Since I was last at the Ashram in 2016, Kundalini had been working in my body in the form of stomach bandhas (locks). In this marathon of Grace and surrender, Kundalini blasted through my heart and opened my spine in other problem areas. When Kundalini put me into a version of Fish Pose, my head locked backwards. Tongue movements opened my throat wide and breath flooded my body along my spine and into every cell. It was an ocean of breath. It consumed my whole body like a tidal wave. I felt peace, love, gratitude flood in, cleansing and changing my internal landscape. And there was something more that I can’t find words for.
My body became suddenly, deeply still. I felt empty and full at the same time, with an energy all around and within me. Intense presence and pressure between my eyebrows worked in my brain. I could feel Swamiji’s presence acutely, yet I felt that she was holding my hand, guiding me gently. The pressure in my head was almost painful, yet there was peace too. I could track the electric blue current sparking in deep brain crevices. I am eternally grateful to be changed forever. I have been given what I would liken to a new Porsche, filled with jet fuel. Equipped with the tools Swamiji has given us, I am seriously testing the accelerator.
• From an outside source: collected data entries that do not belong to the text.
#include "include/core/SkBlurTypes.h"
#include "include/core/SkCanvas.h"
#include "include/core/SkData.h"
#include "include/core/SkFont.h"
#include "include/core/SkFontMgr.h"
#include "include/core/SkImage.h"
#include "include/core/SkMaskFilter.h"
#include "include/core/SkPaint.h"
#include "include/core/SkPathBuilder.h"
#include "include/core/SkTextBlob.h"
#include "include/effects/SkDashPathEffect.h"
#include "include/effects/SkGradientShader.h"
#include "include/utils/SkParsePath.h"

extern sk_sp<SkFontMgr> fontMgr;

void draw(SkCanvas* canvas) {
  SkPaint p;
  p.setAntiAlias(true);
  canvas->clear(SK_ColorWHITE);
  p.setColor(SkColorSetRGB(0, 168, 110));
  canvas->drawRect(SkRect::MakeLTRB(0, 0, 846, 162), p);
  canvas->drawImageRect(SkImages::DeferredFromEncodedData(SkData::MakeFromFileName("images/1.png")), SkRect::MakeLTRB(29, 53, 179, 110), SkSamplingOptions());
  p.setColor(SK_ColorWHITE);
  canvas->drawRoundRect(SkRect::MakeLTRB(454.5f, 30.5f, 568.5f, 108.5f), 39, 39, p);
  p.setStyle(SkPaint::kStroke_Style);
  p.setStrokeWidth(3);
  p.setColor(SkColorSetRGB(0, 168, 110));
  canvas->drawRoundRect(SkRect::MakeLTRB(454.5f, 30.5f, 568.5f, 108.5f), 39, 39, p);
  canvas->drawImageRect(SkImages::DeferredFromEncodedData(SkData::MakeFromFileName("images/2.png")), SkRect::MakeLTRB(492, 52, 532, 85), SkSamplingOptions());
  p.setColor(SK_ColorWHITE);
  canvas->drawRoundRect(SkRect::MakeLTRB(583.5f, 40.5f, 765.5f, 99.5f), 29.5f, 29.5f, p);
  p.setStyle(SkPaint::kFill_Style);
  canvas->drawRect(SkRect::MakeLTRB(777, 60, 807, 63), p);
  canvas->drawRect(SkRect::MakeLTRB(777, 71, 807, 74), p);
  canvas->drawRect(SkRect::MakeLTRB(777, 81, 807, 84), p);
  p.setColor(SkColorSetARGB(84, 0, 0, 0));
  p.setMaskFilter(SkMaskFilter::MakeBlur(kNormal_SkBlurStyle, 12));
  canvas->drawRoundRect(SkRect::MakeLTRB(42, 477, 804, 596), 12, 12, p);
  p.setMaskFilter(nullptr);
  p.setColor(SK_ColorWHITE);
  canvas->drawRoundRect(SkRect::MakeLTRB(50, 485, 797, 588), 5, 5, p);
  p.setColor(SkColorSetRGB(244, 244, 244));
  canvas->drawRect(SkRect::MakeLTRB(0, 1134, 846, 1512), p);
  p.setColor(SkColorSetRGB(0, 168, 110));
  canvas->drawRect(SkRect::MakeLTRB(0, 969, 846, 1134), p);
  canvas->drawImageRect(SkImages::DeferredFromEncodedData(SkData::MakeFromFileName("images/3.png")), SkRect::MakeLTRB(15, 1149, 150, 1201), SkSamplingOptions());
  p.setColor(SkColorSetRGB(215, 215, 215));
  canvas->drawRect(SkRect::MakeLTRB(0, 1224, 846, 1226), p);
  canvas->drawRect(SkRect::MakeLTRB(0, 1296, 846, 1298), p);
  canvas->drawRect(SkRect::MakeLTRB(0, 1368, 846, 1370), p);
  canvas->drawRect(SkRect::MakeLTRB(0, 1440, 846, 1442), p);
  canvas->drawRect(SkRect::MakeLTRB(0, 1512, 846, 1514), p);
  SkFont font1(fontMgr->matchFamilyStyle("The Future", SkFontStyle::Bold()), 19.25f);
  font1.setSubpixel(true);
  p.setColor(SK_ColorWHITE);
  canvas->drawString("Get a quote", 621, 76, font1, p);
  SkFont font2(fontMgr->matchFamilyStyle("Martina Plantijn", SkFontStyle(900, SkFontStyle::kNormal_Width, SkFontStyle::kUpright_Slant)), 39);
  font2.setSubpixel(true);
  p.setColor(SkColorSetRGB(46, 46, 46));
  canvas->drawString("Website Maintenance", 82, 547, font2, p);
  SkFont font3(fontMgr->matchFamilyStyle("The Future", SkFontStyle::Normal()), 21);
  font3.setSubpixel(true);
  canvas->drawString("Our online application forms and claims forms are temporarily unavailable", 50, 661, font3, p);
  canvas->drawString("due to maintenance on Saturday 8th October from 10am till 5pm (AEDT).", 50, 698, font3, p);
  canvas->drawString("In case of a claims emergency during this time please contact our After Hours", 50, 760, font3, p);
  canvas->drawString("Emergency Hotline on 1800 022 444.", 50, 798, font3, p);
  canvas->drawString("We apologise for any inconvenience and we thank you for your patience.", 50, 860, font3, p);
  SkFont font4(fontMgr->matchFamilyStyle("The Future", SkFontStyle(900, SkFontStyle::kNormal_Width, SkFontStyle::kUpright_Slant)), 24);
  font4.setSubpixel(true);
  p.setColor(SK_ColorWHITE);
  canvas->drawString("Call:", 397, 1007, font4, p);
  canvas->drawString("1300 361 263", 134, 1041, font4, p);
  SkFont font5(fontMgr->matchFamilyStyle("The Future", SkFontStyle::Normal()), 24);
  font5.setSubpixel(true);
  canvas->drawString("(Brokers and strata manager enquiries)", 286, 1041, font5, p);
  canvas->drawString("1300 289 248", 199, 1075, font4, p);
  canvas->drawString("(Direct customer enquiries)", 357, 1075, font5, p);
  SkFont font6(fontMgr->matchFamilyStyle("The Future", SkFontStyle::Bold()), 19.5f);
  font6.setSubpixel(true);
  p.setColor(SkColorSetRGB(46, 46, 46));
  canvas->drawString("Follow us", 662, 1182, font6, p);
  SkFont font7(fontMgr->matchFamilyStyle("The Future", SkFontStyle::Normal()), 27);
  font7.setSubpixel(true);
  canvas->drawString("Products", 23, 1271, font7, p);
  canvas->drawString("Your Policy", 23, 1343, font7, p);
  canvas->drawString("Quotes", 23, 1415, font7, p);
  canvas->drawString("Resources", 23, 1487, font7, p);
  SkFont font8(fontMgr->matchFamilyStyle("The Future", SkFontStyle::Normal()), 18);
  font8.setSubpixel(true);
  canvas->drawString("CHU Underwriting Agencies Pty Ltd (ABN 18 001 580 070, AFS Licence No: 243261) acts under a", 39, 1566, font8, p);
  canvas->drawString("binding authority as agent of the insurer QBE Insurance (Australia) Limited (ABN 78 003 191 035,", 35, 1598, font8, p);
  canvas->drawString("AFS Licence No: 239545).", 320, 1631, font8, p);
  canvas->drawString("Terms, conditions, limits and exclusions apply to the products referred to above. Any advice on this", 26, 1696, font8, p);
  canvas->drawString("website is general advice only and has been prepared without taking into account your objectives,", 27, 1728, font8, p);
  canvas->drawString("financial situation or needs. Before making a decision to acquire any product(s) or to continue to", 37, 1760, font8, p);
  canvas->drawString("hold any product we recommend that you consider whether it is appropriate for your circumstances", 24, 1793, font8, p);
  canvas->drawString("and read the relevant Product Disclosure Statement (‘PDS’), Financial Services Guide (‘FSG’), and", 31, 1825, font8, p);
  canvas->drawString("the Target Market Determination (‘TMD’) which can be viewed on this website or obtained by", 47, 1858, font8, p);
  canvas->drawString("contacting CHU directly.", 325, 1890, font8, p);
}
Others report similar transformations. Amanda Cahill says, “There are no words in the human language that can come close to the greatness that I felt during and following the Shaktipat Retreat experience. Two days after the retreat, all I can say is that if I were a battery, I have gone from 25% full to overflowing. Thank you, Swami Nirmalananda, with all my heart!”
Daya Ma Amanda Ahern concurs, “Shaktipat with Swamiji was a life-defining experience. It has undoubtedly opened the door to kindness. And to my SELF — finally! I now have absolute certainty that I love God and God loves me no matter what I think or feel, or whatever else is happening in my life. Thank you is way too inadequate.”
Leanne Michelle Cox, as well, found the Shaktipat Retreat to be “an amazing experience.” She describes her meditations as “deep, much deeper than before.” She explains, “The Shaktipat lasered in and opened up new areas in my body. Swamiji’s discourses explained things in an easy-to-understand way, making me yearn for more. I left the retreat more grounded, more centered and yet propelled forward like never before.”
“The physical time was only two days,” notes Mimi Saunders. “Yet when I left, I felt a lifetime had passed. I am not the same person. So much gratitude I feel towards Swamiji.”